In the spring there was some kind of school event and Ms Chen was telling us there will be vendors and food tricks, and she sounded very excited and I must have gotten excited too because I jumped out of my chair exclaiming yay and Ms Chen immediately snapped at me and said something along the lines of “it’s not free okay?”. I remember feeling so angry as I sat in my chair with my arms crossed, hot tears coming down my face, and thought to myself, my dad works so hard and makes a lot of money.
Ms Chen was not a bad person. Looking back, she was probably very poorly trained, and being young and with a classroom of only Chinese students, probably under more pressure to simply teach English and keep order in a workplace that was still very white despite rapidly changing demographics.
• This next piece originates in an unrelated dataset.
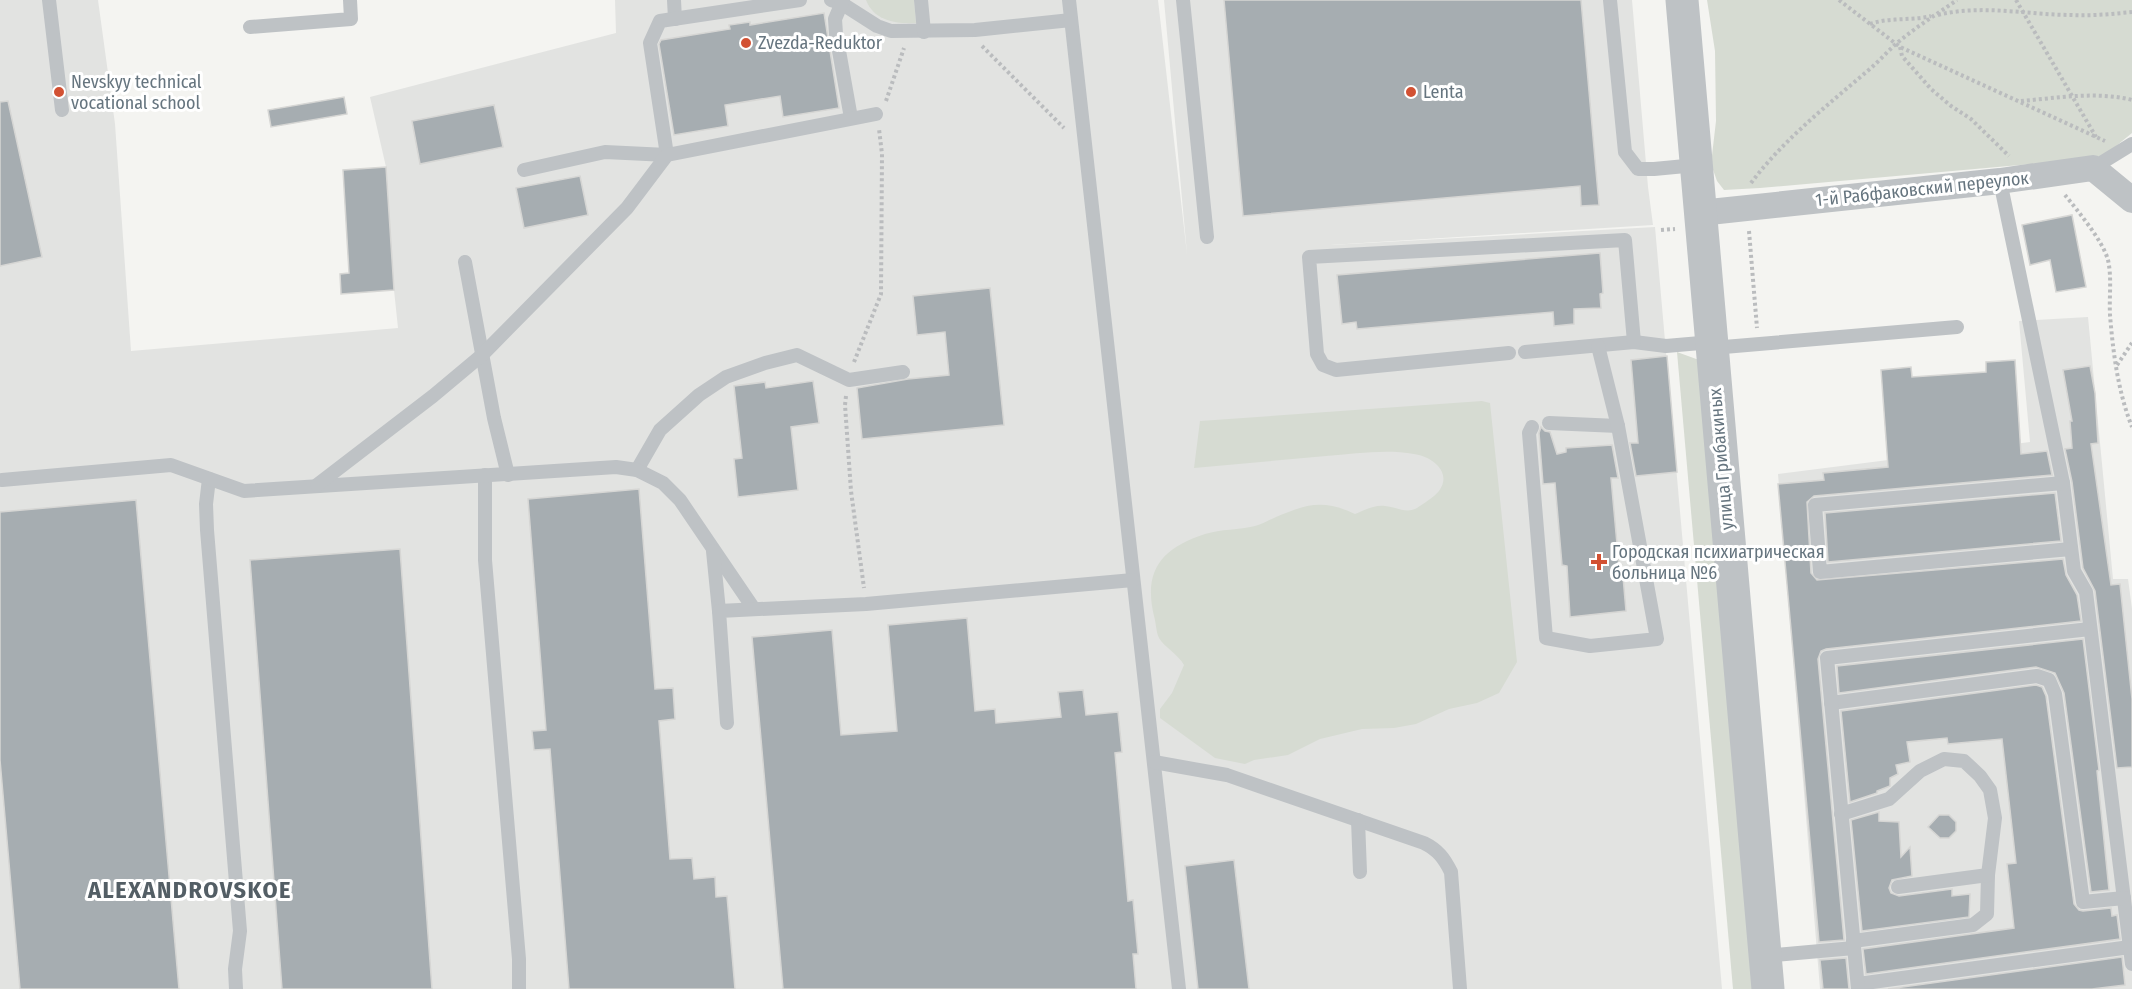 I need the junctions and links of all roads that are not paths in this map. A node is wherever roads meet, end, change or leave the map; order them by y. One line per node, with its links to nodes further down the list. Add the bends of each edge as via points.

She was one of the very few Chinese speaking teachers in the school district at the time so, in hindsight, it was likely she felt she had to project extra strictness so colleagues wouldn’t label her class “soft.” But despite her meanness at times, I still felt much more comfortable with her than my kindergarten teacher from the previous year. I felt like she at least made an effort to understand and communicate with me. I remember a field trip to the zoo, she held my hand the entire day. At the end of the trip she said to me, privately, in Mandarin, “why can’t you be this well behaved all the time? You’re actually my favorite, you know that?”
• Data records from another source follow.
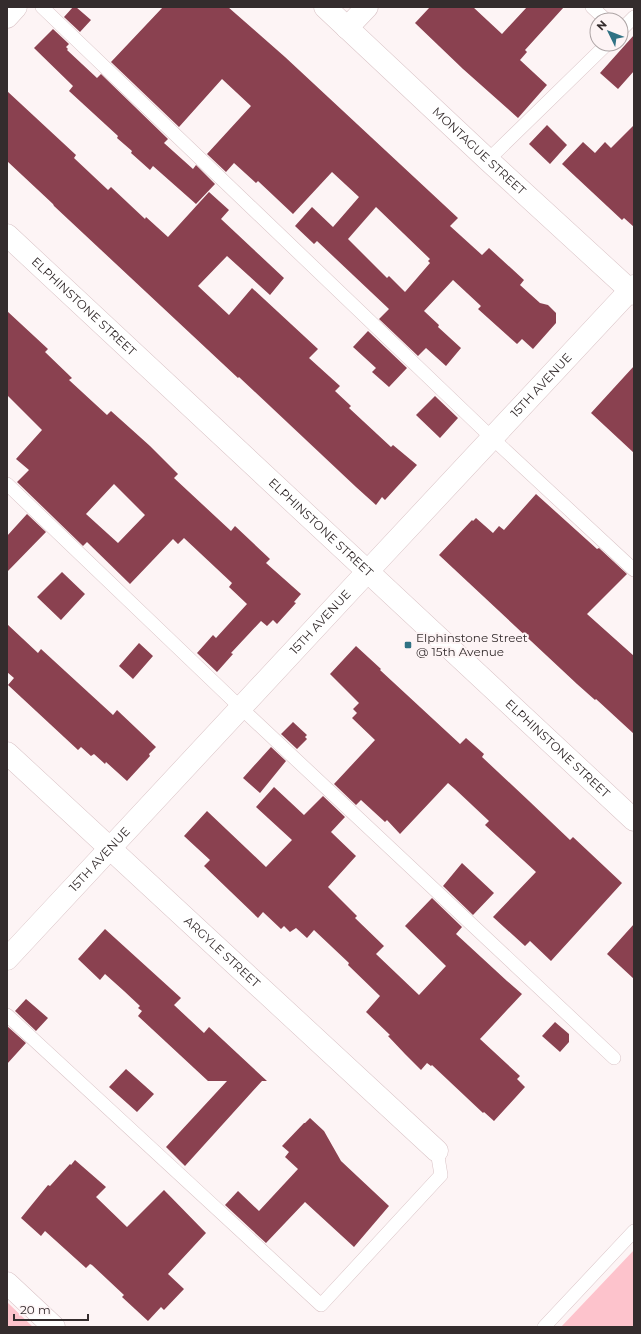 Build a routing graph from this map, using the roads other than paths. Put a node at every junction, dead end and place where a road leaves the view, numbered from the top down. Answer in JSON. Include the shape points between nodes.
{"nodes":[{"id":1,"x":16,"y":7,"type":"edge"},
{"id":2,"x":42,"y":7,"type":"edge"},
{"id":3,"x":325,"y":7,"type":"edge"},
{"id":4,"x":367,"y":7,"type":"edge"},
{"id":5,"x":7,"y":17,"type":"edge"},
{"id":6,"x":347,"y":28,"type":"junction"},
{"id":7,"x":599,"y":52,"type":"edge"},
{"id":8,"x":488,"y":160,"type":"junction"},
{"id":9,"x":7,"y":235,"type":"edge"},
{"id":10,"x":633,"y":290,"type":"edge"},
{"id":11,"x":492,"y":438,"type":"junction"},
{"id":12,"x":7,"y":484,"type":"edge"},
{"id":13,"x":634,"y":570,"type":"edge"},
{"id":14,"x":368,"y":571,"type":"junction"},
{"id":15,"x":241,"y":708,"type":"junction"},
{"id":16,"x":7,"y":753,"type":"edge"},
{"id":17,"x":634,"y":820,"type":"edge"},
{"id":18,"x":110,"y":849,"type":"junction"},
{"id":19,"x":7,"y":959,"type":"edge"},
{"id":20,"x":7,"y":1015,"type":"edge"},
{"id":21,"x":614,"y":1058,"type":"dead end"},
{"id":22,"x":437,"y":1151,"type":"joint"},
{"id":23,"x":634,"y":1231,"type":"edge"},
{"id":24,"x":7,"y":1283,"type":"edge"},
{"id":25,"x":54,"y":1327,"type":"edge"},
{"id":26,"x":544,"y":1327,"type":"edge"}],
"edges":[{"from":1,"to":5,"type":"street"},
{"from":2,"to":11,"type":"lane"},
{"from":3,"to":6,"type":"street","name":"MONTAGUE STREET"},
{"from":4,"to":6,"type":"street"},
{"from":6,"to":8,"type":"street","name":"MONTAGUE STREET"},
{"from":7,"to":8,"type":"lane"},
{"from":8,"to":10,"type":"street","name":"MONTAGUE STREET"},
{"from":9,"to":14,"type":"street","name":"ELPHINSTONE STREET"},
{"from":10,"to":11,"type":"street","name":"15TH AVENUE"},
{"from":11,"to":13,"type":"lane"},
{"from":11,"to":14,"type":"street","name":"15TH AVENUE"},
{"from":12,"to":15,"type":"lane"},
{"from":14,"to":15,"type":"street","name":"15TH AVENUE"},
{"from":14,"to":17,"type":"street","name":"ELPHINSTONE STREET"},
{"from":15,"to":18,"type":"street","name":"15TH AVENUE"},
{"from":15,"to":21,"type":"lane"},
{"from":16,"to":18,"type":"street","name":"ARGYLE STREET"},
{"from":18,"to":19,"type":"street","name":"15TH AVENUE"},
{"from":18,"to":22,"type":"street","name":"ARGYLE STREET"},
{"from":20,"to":22,"type":"lane","via":[[321,1305],[441,1175]]},
{"from":23,"to":26,"type":"lane"},
{"from":24,"to":25,"type":"street"}]}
That second half of the year in 1997, I think the school asked my dad to take me to a psychologist to be evaluated. Or, at the very least, there were conversations around the topic of “ADD”. I kept hearing this term often and I think it was likely my dad went to seminars or listened to programs explaining it. I think it was becoming clear to him at that point, from what people were telling him, there was something wrong with his son, and he wanted to find solutions. Eventually he took me to a psychologist. The psychologist spoke to me in Chinese for about half an hour, asking me questions about family life and listening to my stories about playing checkers with my grandmother and piano lessons with my mom. When my dad came back in, the doctor said “Your son doesn’t have ADD. He’s been sitting here calmly talking to me for the past half hour.” Can you imagine how crestfallen my dad probably felt as we drove home? He probably thought that there wasn’t an actual name or label for what I was, and that I was simply a bad kid and he should have been a better parent.
I was finally diagnosed with ADHD in 2021, at the age of 30, after ArtCenter, after a master’s from Carnegie Mellon, after designing in-car interfaces at GM. By then, I had long stopped asking why the birds could sing without being seen, why I could hear the rain but not name what it was doing to me.